1. Create 2 files in the root of your working copy called ignore.txt and ignore.bat.
2. Copy all the ignore patterns for your as separate lines to ignore text i.e.

*.dll
bin/*.dll

3. Copy the following to ignore.bat:

svn propset svn:ignore trunk -F ignore.txt

This assumes that all the files you want to ignore are in /trunk or below. If not, replace "trunk" with where ever you want your target to be.

4. Commit changes and run ignore.bat

5. Get all your developers to update their working copies and run ignore.bat (so everyone's on the same page).

Any thoughts?
by Gamesby on 08/04/2008 at 11:21:37 AM UTC
@Gamesby -

I keep it pretty simple, stupid. I keep a copy of my config file in Subversion and check it out to my working directory. My team is responsible for keeping their local copy updated (updates happen rarely, to say the least).

The server doesn't know to explicitly ignore the files (benefit: no list of svn:ignore properties in Trac's source code browser), but clients properly understand that the repository doesn't care about them.
by Rob Wilkerson on 08/04/2008 at 11:35:28 AM UTC
the message above is spam
by kind on 12/17/2008 at 10:02:03 PM UTC
Hi Pete, thanks for this post, i just googled to it. It's worth pointing out (i discovered from painful experience), in shouty caps, this fact:

ONLY FILES WHICH ARE NOT IN THE REPOSITORY ALREADY CAN BE IGNORED! IF YOU WANT TO IGNORE SOMETHING THAT IS IN THE REPOSITORY THEN SVN DELETE IT FIRST!
by Max Williams on 06/17/2009 at 2:53:05 AM UTC
Throwing my few cents in on the osx svn front end:

SmartSVN Foundation edition is the most full featured, free SVN client I've found for OSX yet.

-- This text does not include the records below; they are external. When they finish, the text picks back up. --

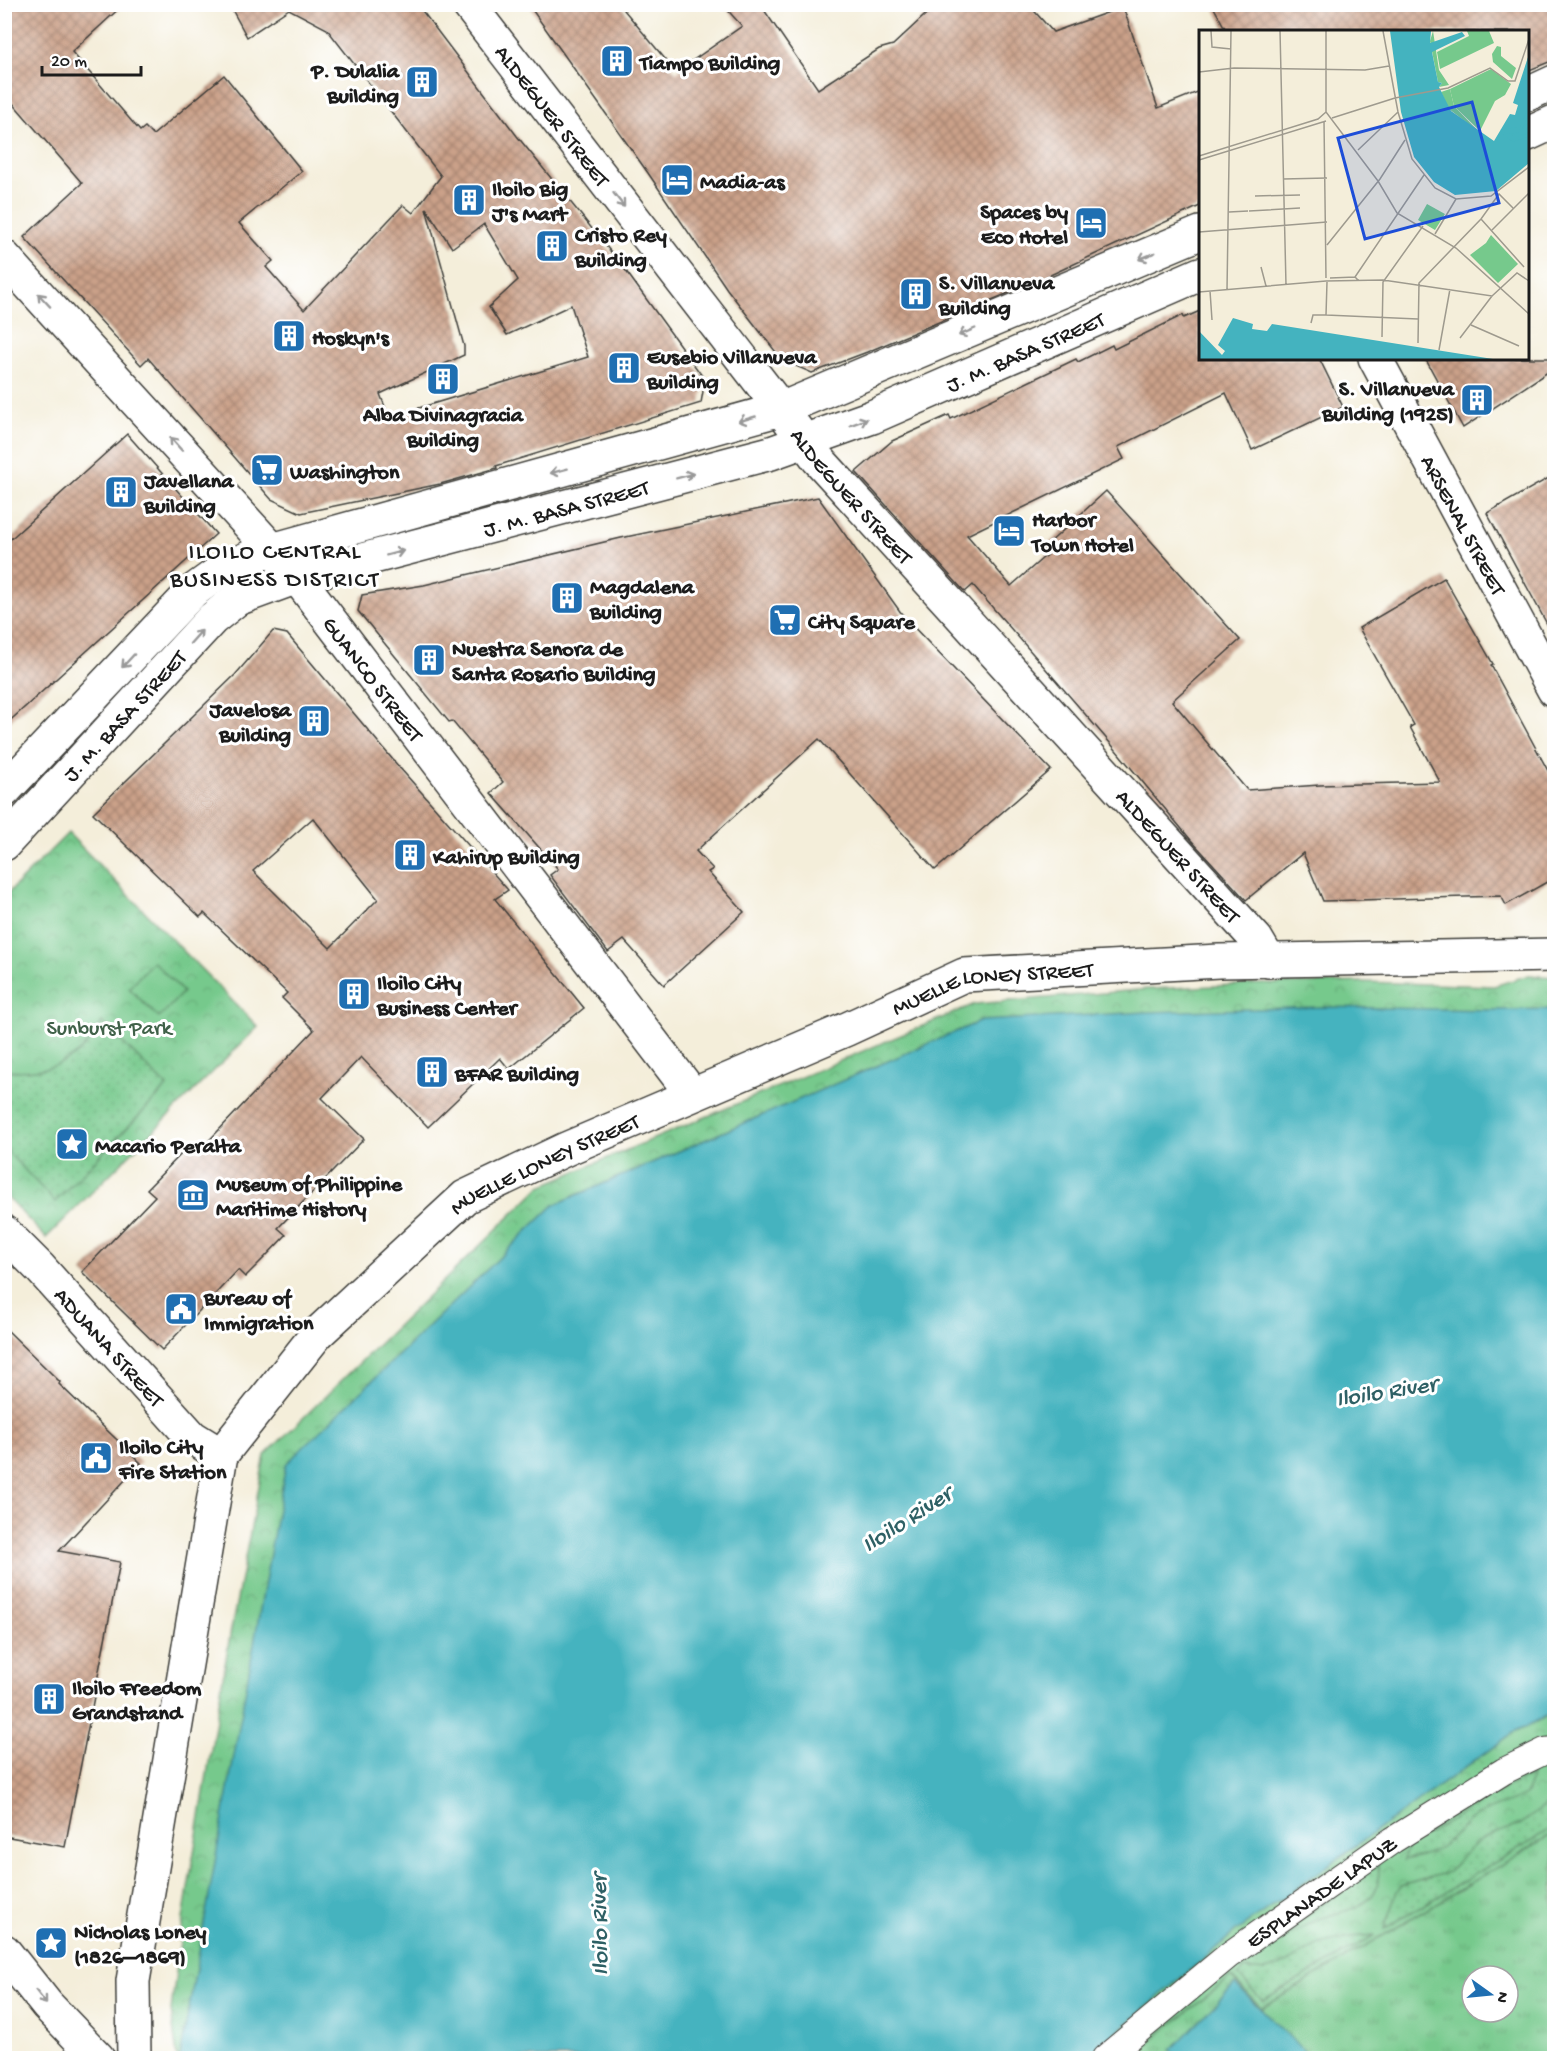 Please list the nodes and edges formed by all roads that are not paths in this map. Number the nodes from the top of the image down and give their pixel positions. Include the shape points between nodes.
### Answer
1 (468, 4) edge
2 (1554, 82) edge
3 (1529, 93) edge
4 (1554, 122) edge
5 (1529, 133) edge
6 (1199, 233) edge
7 (4, 257) edge
8 (1199, 274) edge
9 (1376, 360) edge
10 (781, 409) junction
11 (804, 443) junction
12 (271, 550) junction
13 (297, 577) junction
14 (1554, 690) edge
15 (4, 791) edge
16 (4, 844) edge
17 (1554, 955) edge
18 (1269, 961) junction
19 (692, 1094) junction
20 (4, 1232) edge
21 (221, 1455) junction
22 (1554, 1750) edge
23 (4, 1951) edge
24 (98, 2058) edge
25 (134, 2058) edge
26 (1105, 2058) edge

1 -> 10 main road, ALDEGUER STREET
2 - 3 main road
4 - 5 main road
6 -> 10 main road, J. M. BASA STREET
12 -> 7 main road, GUANCO STREET
11 -> 8 main road, J. M. BASA STREET
9 - 14 main road, ARSENAL STREET
10 - 11 main road, ALDEGUER STREET
10 -> 12 main road, J. M. BASA STREET
13 -> 11 main road, J. M. BASA STREET
11 - 18 main road, ALDEGUER STREET via 1256,939
12 - 13 main road, GUANCO STREET
12 -> 15 main road, J. M. BASA STREET via 218,573 193,591
16 -> 13 main road, J. M. BASA STREET via 212,619 237,599
13 - 19 main road, GUANCO STREET
17 - 18 main road, MUELLE LONEY STREET
18 - 19 main road, MUELLE LONEY STREET via 964,975
19 - 21 main road, MUELLE LONEY STREET via 465,1197 318,1334
20 - 21 main road, ADUANA STREET via 192,1437
21 - 25 main road, MUELLE LONEY STREET via 133,1981
22 - 26 street, ESPLANADE LAPUZ via 1504,1771 1393,1840 1229,1955
23 -> 24 main road via 47,2005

There's a SmartSVN Professional edition with a few more bells and whistles but for any of the unsupported tasks you can always drop back down to the command line.
by starpause on 06/17/2009 at 2:18:11 PM UTC
I'm ignoring Magento's var/* Thanks for the command!
by Justin on 08/27/2009 at 3:00:23 PM UTC
Thank you very much for this information. The default SVN documentation doesn't explain this so well like you do.
by Ferdinant on 06/10/2010 at 3:39:25 AM UTC
@Rob Wilkerson

I like your approach. Are you creating a separate repository for your config and checking out to a working copy? Or something else?
by Grant on 11/15/2010 at 10:30:27 AM UTC
@Grant

Wow, this is a blast from the wayback machine. I've been using Git for the last couple of years, but as I recall, I had a separate config repository whose config/ directory I checked out to my .subversion directory.
by Rob Wilkerson on 11/15/2010 at 10:36:59 AM UTC
I use svn:ignore to ignore files in the app/tmp directory of any cake app.
by Borislav Sabev on 09/19/2011 at 6:52:33 AM UTC
For Mac clients (for the poor souls stuck on SVN instead of the infinitely superior GIT), I find Cornerstone to be a much nicer OS X GUI SVN client than Subclipse (which you should only use if you already like Eclipse). But my recommendation is to use Sublime Text 2 as your code editor (it is rapidly converting tons of diehard users of Emacs, Vim, TextMate, BBedit, etc) and then use the SVN package. For me, it makes the pain of SVN tolerable while I wait for our imminent upgrade to git. Happy coding!